When specifying a custom Elasticsearch template for an output, it appears the index and template_name need to be the same.. so if I had a generic template that I want to use across several indices, it doesn't work.
So for example if I have the following config
output {
if [parser] == "fortimail" {
elasticsearch {
hosts => localhost
index => [ "fortimail-%{+YYYY.MM.DD}" ]
template => "/etc/logstash/templates/fortimail.json"

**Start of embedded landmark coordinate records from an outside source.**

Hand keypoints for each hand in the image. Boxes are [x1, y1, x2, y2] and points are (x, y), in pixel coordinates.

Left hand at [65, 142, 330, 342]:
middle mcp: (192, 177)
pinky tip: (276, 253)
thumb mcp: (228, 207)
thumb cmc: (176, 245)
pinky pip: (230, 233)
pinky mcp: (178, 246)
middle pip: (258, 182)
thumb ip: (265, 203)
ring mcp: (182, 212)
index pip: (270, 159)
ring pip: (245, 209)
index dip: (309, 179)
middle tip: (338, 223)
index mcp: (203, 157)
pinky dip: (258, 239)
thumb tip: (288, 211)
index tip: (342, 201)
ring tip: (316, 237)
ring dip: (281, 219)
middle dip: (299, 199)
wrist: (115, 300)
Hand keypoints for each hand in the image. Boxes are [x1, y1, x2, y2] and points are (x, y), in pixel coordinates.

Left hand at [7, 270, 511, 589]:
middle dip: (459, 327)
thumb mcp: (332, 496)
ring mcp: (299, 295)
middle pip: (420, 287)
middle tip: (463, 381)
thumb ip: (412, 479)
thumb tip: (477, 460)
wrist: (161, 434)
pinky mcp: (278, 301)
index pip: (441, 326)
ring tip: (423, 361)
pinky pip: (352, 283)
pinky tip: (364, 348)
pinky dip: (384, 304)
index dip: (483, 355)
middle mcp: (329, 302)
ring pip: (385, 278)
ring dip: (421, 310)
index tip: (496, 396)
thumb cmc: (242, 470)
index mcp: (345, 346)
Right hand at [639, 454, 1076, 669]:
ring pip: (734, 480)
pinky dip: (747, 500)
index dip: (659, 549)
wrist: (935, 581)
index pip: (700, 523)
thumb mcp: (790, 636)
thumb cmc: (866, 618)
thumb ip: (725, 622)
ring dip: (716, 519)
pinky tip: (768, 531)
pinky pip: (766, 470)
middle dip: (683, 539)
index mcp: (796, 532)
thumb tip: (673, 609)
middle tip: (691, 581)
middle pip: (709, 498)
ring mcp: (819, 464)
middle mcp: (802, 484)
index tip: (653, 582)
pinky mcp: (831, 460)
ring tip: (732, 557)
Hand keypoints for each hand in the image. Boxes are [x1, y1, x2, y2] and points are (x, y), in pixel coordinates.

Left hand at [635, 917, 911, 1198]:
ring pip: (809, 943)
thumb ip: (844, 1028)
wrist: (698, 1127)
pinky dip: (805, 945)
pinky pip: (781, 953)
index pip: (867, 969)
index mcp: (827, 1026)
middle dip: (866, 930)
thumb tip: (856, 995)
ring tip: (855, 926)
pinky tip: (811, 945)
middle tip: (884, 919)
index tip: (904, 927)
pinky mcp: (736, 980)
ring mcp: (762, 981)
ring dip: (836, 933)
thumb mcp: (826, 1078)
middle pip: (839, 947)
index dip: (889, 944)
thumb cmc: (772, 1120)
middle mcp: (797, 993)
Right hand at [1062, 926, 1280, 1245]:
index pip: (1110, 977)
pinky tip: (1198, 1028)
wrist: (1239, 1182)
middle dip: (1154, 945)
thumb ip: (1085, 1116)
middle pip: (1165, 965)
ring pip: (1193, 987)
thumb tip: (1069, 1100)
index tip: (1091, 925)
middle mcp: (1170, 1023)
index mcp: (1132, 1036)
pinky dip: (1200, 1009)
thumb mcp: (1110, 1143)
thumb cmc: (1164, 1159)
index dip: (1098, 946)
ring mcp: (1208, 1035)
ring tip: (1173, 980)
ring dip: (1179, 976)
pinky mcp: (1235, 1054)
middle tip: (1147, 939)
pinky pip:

template_name => "fortimail-*"
}
}
}
Then my fortimail.json looks like this, notice the template name is fortmail-* -
{
"template" : "fortimail-*",
"settings" : {
"index.refresh_interval" : "5s"
},
"mappings" : {
"_default_" : {
"_all" : {"enabled" : true, "omit_norms" : true},
"dynamic_templates" : [ {
"message_field" : {
"match" : "message",
"match_mapping_type" : "string",
"mapping" : {
"type" : "string", "index" : "analyzed", "omit_norms" : true
}
}
}, {
"string_fields" : {
"match" : "*",
"match_mapping_type" : "string",
"mapping" : {
"type" : "string", "index" : "analyzed", "omit_norms" : true,
"fields" : {
"raw" : {"type": "string", "index" : "not_analyzed", "ignore_above" : 256}
}
}
}
} ],
"properties" : {
"@version": { "type": "string", "index": "not_analyzed" },
"geoip" : {
"type" : "object",
"dynamic": true,
"properties" : {
"location" : { "type" : "geo_point" }
}
},
"src_geoip" : {
"type" : "object",
"dynamic": true,
"properties" : {
"location" : { "type" : "geo_point" }
}
},
"dst_geoip" : {
"type" : "object",
"dynamic": true,
"properties" : {
"location" : { "type" : "geo_point" }
}
}
}
}
}
}
This works fine, but if I create a new index by changing the output to
index => [ "MyNewIndex-%{+YYYY.MM.DD}" ]
Then Elasticsearch reverts to using the default Logstash elasticsearch template.. And the only way to get it to work, is to clone the FortiMail.json file and change the the template value to "MyNewIndex-*".
Am I doing something wrong? Or is this how its meant to work?